|Institution:||University of British Columbia|
|Department:||Electrical and Computer Engineering|
|Full text PDF:||http://hdl.handle.net/2429/45723|
In this thesis, we investigate the use of biosensor arrays for detection of molecular species in dynamical fluid systems. First, we construct dynamical models for the transport of target molecules in a fluid over an array of surface-based biosensors. Using multiple time and length scales in the system dynamics, we develop a novel approximate model for the system. The derived model is an extension of the two-compartment model, which is used in the analysis of mass-transfer binding experiments. Then, we investigate how measurements of multiple biosensors can improve the estimation of target molecule concentration in a mass transfer system. The estimation problem is solved as a nonlinear least squares problem based on the derived model. The properties of the finite-sample estimator is investigated by deriving analytic expressions and Monte Carlo simulations. As an example, the results are illustrated for a protein-based biosensor.

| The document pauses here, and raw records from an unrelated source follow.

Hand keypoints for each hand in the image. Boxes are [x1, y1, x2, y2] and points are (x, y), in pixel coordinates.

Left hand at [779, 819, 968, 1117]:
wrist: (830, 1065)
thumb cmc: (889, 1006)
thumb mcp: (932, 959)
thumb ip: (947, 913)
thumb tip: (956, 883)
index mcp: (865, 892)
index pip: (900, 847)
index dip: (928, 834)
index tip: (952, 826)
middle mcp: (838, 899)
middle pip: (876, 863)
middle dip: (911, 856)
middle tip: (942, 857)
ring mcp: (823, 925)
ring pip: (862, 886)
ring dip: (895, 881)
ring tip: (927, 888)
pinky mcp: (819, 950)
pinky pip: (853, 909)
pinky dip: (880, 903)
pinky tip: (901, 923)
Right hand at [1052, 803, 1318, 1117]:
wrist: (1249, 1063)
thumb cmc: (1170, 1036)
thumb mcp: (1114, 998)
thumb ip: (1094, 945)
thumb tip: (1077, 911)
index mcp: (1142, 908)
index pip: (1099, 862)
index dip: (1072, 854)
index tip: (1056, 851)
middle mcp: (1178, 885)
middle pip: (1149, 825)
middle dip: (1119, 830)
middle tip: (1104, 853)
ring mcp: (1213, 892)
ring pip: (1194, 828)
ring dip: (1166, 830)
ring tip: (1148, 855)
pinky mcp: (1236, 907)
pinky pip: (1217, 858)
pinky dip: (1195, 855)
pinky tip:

Second, we address the problem of detecting minute concentrations (nano to pico-molar) of target molecules with a single sensor. It is shown that substantial improvements in the response rate can be obtained by distributing the sensing surface area to form an array of spaced smaller sensors while the total sensing area remains fixed. The output signals of the individual sensors in the array are combined to form a single output signal for measurements. Formulas are derived for quantifying the improvement of the array response and for optimizing the size of the sensors. The analytical results are compared with experimental data for a protein-based biosensor and a surface plasmon resonance biosensor. Finally, we construct a mathematical proof for the accuracy of the two-compartment model, which is the basis of most of our analyses.